Work to complete: Would you transcribe all of the entries that follow, word for word?

Input data section start

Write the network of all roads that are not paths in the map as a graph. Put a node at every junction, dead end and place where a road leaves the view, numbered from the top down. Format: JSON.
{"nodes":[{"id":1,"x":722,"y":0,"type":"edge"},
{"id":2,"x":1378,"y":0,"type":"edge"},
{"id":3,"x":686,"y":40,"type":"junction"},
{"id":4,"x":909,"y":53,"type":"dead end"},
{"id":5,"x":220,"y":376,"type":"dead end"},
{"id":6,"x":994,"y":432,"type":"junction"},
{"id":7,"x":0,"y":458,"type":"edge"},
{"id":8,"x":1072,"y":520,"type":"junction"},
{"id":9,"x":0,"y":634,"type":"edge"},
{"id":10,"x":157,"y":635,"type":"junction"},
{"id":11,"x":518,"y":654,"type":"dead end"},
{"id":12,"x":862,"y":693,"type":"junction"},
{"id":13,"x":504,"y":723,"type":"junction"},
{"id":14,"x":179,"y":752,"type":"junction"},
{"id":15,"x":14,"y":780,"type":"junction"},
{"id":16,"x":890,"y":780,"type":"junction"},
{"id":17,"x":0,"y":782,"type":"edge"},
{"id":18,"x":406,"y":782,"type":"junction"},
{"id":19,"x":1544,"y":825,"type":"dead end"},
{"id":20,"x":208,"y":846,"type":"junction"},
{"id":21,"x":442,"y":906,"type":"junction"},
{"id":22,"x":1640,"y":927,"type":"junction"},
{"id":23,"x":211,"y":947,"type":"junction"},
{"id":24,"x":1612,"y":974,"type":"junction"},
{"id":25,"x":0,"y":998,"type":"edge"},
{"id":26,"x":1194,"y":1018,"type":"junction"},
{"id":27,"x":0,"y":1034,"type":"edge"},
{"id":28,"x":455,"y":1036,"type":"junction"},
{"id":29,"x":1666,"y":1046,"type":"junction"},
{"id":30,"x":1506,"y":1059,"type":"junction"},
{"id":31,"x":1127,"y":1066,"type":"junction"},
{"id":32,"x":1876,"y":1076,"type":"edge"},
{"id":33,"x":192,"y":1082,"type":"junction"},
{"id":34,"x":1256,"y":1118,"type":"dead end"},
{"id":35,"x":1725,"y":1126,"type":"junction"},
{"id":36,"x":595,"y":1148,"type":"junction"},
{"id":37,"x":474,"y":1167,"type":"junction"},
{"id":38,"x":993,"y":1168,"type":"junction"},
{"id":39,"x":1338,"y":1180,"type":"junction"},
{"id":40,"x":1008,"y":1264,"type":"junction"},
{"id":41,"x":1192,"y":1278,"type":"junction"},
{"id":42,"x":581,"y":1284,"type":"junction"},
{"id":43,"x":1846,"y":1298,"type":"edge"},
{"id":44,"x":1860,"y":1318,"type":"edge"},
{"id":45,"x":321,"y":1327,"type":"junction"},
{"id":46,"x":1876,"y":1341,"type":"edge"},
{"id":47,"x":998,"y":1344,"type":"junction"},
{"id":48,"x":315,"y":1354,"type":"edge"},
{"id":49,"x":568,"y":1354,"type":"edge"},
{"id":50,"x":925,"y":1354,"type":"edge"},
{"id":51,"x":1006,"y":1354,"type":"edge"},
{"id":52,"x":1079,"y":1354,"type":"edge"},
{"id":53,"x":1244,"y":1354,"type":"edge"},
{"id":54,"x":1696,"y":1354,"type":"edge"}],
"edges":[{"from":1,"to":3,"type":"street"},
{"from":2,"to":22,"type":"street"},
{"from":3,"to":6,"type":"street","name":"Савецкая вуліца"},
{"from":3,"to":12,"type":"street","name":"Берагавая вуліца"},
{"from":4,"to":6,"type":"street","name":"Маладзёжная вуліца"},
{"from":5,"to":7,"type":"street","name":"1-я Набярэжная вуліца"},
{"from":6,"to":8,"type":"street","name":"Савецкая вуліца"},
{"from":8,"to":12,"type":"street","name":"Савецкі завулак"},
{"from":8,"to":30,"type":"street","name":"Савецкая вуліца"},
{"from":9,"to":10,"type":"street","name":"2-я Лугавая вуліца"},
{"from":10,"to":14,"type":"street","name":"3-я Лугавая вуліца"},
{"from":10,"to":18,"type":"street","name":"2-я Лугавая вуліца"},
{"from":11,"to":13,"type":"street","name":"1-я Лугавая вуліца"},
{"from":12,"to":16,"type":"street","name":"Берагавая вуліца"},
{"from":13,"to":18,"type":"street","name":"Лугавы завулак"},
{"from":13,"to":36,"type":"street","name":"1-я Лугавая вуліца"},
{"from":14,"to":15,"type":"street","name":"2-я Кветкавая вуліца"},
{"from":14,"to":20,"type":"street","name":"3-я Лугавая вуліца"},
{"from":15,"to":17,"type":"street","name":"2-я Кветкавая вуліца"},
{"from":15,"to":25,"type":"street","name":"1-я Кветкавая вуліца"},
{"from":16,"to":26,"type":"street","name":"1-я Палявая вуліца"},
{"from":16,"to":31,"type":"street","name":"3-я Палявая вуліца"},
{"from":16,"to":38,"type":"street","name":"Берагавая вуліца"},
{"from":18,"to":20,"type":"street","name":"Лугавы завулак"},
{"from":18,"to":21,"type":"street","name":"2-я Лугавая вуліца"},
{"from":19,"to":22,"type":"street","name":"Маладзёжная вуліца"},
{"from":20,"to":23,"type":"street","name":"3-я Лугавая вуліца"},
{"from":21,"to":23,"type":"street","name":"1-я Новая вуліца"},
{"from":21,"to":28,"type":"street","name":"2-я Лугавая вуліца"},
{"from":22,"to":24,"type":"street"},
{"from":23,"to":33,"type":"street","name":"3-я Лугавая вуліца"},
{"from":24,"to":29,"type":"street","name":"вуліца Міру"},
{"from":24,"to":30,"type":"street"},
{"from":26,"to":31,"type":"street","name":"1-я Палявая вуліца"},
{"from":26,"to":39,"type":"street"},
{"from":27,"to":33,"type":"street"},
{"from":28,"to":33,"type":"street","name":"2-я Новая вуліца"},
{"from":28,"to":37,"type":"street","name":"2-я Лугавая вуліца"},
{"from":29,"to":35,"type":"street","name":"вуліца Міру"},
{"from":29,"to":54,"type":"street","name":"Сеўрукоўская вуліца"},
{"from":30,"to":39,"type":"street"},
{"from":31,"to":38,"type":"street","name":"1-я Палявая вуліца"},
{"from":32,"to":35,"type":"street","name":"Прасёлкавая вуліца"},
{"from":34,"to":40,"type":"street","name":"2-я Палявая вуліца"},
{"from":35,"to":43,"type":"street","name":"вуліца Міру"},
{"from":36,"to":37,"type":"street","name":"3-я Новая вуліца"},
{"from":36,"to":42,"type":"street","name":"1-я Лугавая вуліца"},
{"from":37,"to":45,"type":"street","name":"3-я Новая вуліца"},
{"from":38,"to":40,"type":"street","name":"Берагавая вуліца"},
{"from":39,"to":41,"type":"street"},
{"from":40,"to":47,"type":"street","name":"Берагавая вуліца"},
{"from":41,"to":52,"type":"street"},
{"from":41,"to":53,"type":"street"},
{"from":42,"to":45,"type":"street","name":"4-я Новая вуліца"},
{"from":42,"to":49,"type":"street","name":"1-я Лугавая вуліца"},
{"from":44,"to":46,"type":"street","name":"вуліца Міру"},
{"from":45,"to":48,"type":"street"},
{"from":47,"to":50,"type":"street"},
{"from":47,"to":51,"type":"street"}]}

Input data section end

Solved problem:
Write the network of all roads that are not paths in the map as a graph. Put a node at every junction, dead end and place where a road leaves the view, numbered from the top down. Format: JSON.
{"nodes":[{"id":1,"x":722,"y":0,"type":"edge"},
{"id":2,"x":1378,"y":0,"type":"edge"},
{"id":3,"x":686,"y":40,"type":"junction"},
{"id":4,"x":909,"y":53,"type":"dead end"},
{"id":5,"x":220,"y":376,"type":"dead end"},
{"id":6,"x":994,"y":432,"type":"junction"},
{"id":7,"x":0,"y":458,"type":"edge"},
{"id":8,"x":1072,"y":520,"type":"junction"},
{"id":9,"x":0,"y":634,"type":"edge"},
{"id":10,"x":157,"y":635,"type":"junction"},
{"id":11,"x":518,"y":654,"type":"dead end"},
{"id":12,"x":862,"y":693,"type":"junction"},
{"id":13,"x":504,"y":723,"type":"junction"},
{"id":14,"x":179,"y":752,"type":"junction"},
{"id":15,"x":14,"y":780,"type":"junction"},
{"id":16,"x":890,"y":780,"type":"junction"},
{"id":17,"x":0,"y":782,"type":"edge"},
{"id":18,"x":406,"y":782,"type":"junction"},
{"id":19,"x":1544,"y":825,"type":"dead end"},
{"id":20,"x":208,"y":846,"type":"junction"},
{"id":21,"x":442,"y":906,"type":"junction"},
{"id":22,"x":1640,"y":927,"type":"junction"},
{"id":23,"x":211,"y":947,"type":"junction"},
{"id":24,"x":1612,"y":974,"type":"junction"},
{"id":25,"x":0,"y":998,"type":"edge"},
{"id":26,"x":1194,"y":1018,"type":"junction"},
{"id":27,"x":0,"y":1034,"type":"edge"},
{"id":28,"x":455,"y":1036,"type":"junction"},
{"id":29,"x":1666,"y":1046,"type":"junction"},
{"id":30,"x":1506,"y":1059,"type":"junction"},
{"id":31,"x":1127,"y":1066,"type":"junction"},
{"id":32,"x":1876,"y":1076,"type":"edge"},
{"id":33,"x":192,"y":1082,"type":"junction"},
{"id":34,"x":1256,"y":1118,"type":"dead end"},
{"id":35,"x":1725,"y":1126,"type":"junction"},
{"id":36,"x":595,"y":1148,"type":"junction"},
{"id":37,"x":474,"y":1167,"type":"junction"},
{"id":38,"x":993,"y":1168,"type":"junction"},
{"id":39,"x":1338,"y":1180,"type":"junction"},
{"id":40,"x":1008,"y":1264,"type":"junction"},
{"id":41,"x":1192,"y":1278,"type":"junction"},
{"id":42,"x":581,"y":1284,"type":"junction"},
{"id":43,"x":1846,"y":1298,"type":"edge"},
{"id":44,"x":1860,"y":1318,"type":"edge"},
{"id":45,"x":321,"y":1327,"type":"junction"},
{"id":46,"x":1876,"y":1341,"type":"edge"},
{"id":47,"x":998,"y":1344,"type":"junction"},
{"id":48,"x":315,"y":1354,"type":"edge"},
{"id":49,"x":568,"y":1354,"type":"edge"},
{"id":50,"x":925,"y":1354,"type":"edge"},
{"id":51,"x":1006,"y":1354,"type":"edge"},
{"id":52,"x":1079,"y":1354,"type":"edge"},
{"id":53,"x":1244,"y":1354,"type":"edge"},
{"id":54,"x":1696,"y":1354,"type":"edge"}],
"edges":[{"from":1,"to":3,"type":"street"},
{"from":2,"to":22,"type":"street"},
{"from":3,"to":6,"type":"street","name":"Савецкая вуліца"},
{"from":3,"to":12,"type":"street","name":"Берагавая вуліца"},
{"from":4,"to":6,"type":"street","name":"Маладзёжная вуліца"},
{"from":5,"to":7,"type":"street","name":"1-я Набярэжная вуліца"},
{"from":6,"to":8,"type":"street","name":"Савецкая вуліца"},
{"from":8,"to":12,"type":"street","name":"Савецкі завулак"},
{"from":8,"to":30,"type":"street","name":"Савецкая вуліца"},
{"from":9,"to":10,"type":"street","name":"2-я Лугавая вуліца"},
{"from":10,"to":14,"type":"street","name":"3-я Лугавая вуліца"},
{"from":10,"to":18,"type":"street","name":"2-я Лугавая вуліца"},
{"from":11,"to":13,"type":"street","name":"1-я Лугавая вуліца"},
{"from":12,"to":16,"type":"street","name":"Берагавая вуліца"},
{"from":13,"to":18,"type":"street","name":"Лугавы завулак"},
{"from":13,"to":36,"type":"street","name":"1-я Лугавая вуліца"},
{"from":14,"to":15,"type":"street","name":"2-я Кветкавая вуліца"},
{"from":14,"to":20,"type":"street","name":"3-я Лугавая вуліца"},
{"from":15,"to":17,"type":"street","name":"2-я Кветкавая вуліца"},
{"from":15,"to":25,"type":"street","name":"1-я Кветкавая вуліца"},
{"from":16,"to":26,"type":"street","name":"1-я Палявая вуліца"},
{"from":16,"to":31,"type":"street","name":"3-я Палявая вуліца"},
{"from":16,"to":38,"type":"street","name":"Берагавая вуліца"},
{"from":18,"to":20,"type":"street","name":"Лугавы завулак"},
{"from":18,"to":21,"type":"street","name":"2-я Лугавая вуліца"},
{"from":19,"to":22,"type":"street","name":"Маладзёжная вуліца"},
{"from":20,"to":23,"type":"street","name":"3-я Лугавая вуліца"},
{"from":21,"to":23,"type":"street","name":"1-я Новая вуліца"},
{"from":21,"to":28,"type":"street","name":"2-я Лугавая вуліца"},
{"from":22,"to":24,"type":"street"},
{"from":23,"to":33,"type":"street","name":"3-я Лугавая вуліца"},
{"from":24,"to":29,"type":"street","name":"вуліца Міру"},
{"from":24,"to":30,"type":"street"},
{"from":26,"to":31,"type":"street","name":"1-я Палявая вуліца"},
{"from":26,"to":39,"type":"street"},
{"from":27,"to":33,"type":"street"},
{"from":28,"to":33,"type":"street","name":"2-я Новая вуліца"},
{"from":28,"to":37,"type":"street","name":"2-я Лугавая вуліца"},
{"from":29,"to":35,"type":"street","name":"вуліца Міру"},
{"from":29,"to":54,"type":"street","name":"Сеўрукоўская вуліца"},
{"from":30,"to":39,"type":"street"},
{"from":31,"to":38,"type":"street","name":"1-я Палявая вуліца"},
{"from":32,"to":35,"type":"street","name":"Прасёлкавая вуліца"},
{"from":34,"to":40,"type":"street","name":"2-я Палявая вуліца"},
{"from":35,"to":43,"type":"street","name":"вуліца Міру"},
{"from":36,"to":37,"type":"street","name":"3-я Новая вуліца"},
{"from":36,"to":42,"type":"street","name":"1-я Лугавая вуліца"},
{"from":37,"to":45,"type":"street","name":"3-я Новая вуліца"},
{"from":38,"to":40,"type":"street","name":"Берагавая вуліца"},
{"from":39,"to":41,"type":"street"},
{"from":40,"to":47,"type":"street","name":"Берагавая вуліца"},
{"from":41,"to":52,"type":"street"},
{"from":41,"to":53,"type":"street"},
{"from":42,"to":45,"type":"street","name":"4-я Новая вуліца"},
{"from":42,"to":49,"type":"street","name":"1-я Лугавая вуліца"},
{"from":44,"to":46,"type":"street","name":"вуліца Міру"},
{"from":45,"to":48,"type":"street"},
{"from":47,"to":50,"type":"street"},
{"from":47,"to":51,"type":"street"}]}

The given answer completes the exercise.